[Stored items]
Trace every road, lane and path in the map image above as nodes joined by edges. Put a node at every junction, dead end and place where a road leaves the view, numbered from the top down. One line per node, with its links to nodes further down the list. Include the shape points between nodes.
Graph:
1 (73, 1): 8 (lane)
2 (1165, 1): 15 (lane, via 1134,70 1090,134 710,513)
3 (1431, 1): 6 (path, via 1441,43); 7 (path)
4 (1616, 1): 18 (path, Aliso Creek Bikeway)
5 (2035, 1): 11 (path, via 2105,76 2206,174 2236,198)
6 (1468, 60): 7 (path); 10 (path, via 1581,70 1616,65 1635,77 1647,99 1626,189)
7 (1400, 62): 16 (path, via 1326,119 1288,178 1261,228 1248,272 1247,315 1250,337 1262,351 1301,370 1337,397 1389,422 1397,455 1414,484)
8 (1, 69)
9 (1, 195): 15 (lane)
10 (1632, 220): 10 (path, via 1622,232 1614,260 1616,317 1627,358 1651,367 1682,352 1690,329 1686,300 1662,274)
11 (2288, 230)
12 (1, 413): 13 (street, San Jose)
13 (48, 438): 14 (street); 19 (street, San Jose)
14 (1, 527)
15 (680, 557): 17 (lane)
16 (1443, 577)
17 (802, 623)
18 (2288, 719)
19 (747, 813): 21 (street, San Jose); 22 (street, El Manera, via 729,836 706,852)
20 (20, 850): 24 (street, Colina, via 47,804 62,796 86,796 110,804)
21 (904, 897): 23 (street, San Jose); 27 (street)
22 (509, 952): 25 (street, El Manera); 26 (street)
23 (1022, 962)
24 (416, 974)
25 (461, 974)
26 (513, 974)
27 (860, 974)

● Problem
A verbatim output of all the data above is needed.

● Answer box
Trace every road, lane and path in the map image above as nodes joined by edges. Put a node at every junction, dead end and place where a road leaves the view, numbered from the top down. One line per node, with its links to nodes further down the list. Include the shape points between nodes.
Graph:
1 (73, 1): 8 (lane)
2 (1165, 1): 15 (lane, via 1134,70 1090,134 710,513)
3 (1431, 1): 6 (path, via 1441,43); 7 (path)
4 (1616, 1): 18 (path, Aliso Creek Bikeway)
5 (2035, 1): 11 (path, via 2105,76 2206,174 2236,198)
6 (1468, 60): 7 (path); 10 (path, via 1581,70 1616,65 1635,77 1647,99 1626,189)
7 (1400, 62): 16 (path, via 1326,119 1288,178 1261,228 1248,272 1247,315 1250,337 1262,351 1301,370 1337,397 1389,422 1397,455 1414,484)
8 (1, 69)
9 (1, 195): 15 (lane)
10 (1632, 220): 10 (path, via 1622,232 1614,260 1616,317 1627,358 1651,367 1682,352 1690,329 1686,300 1662,274)
11 (2288, 230)
12 (1, 413): 13 (street, San Jose)
13 (48, 438): 14 (street); 19 (street, San Jose)
14 (1, 527)
15 (680, 557): 17 (lane)
16 (1443, 577)
17 (802, 623)
18 (2288, 719)
19 (747, 813): 21 (street, San Jose); 22 (street, El Manera, via 729,836 706,852)
20 (20, 850): 24 (street, Colina, via 47,804 62,796 86,796 110,804)
21 (904, 897): 23 (street, San Jose); 27 (street)
22 (509, 952): 25 (street, El Manera); 26 (street)
23 (1022, 962)
24 (416, 974)
25 (461, 974)
26 (513, 974)
27 (860, 974)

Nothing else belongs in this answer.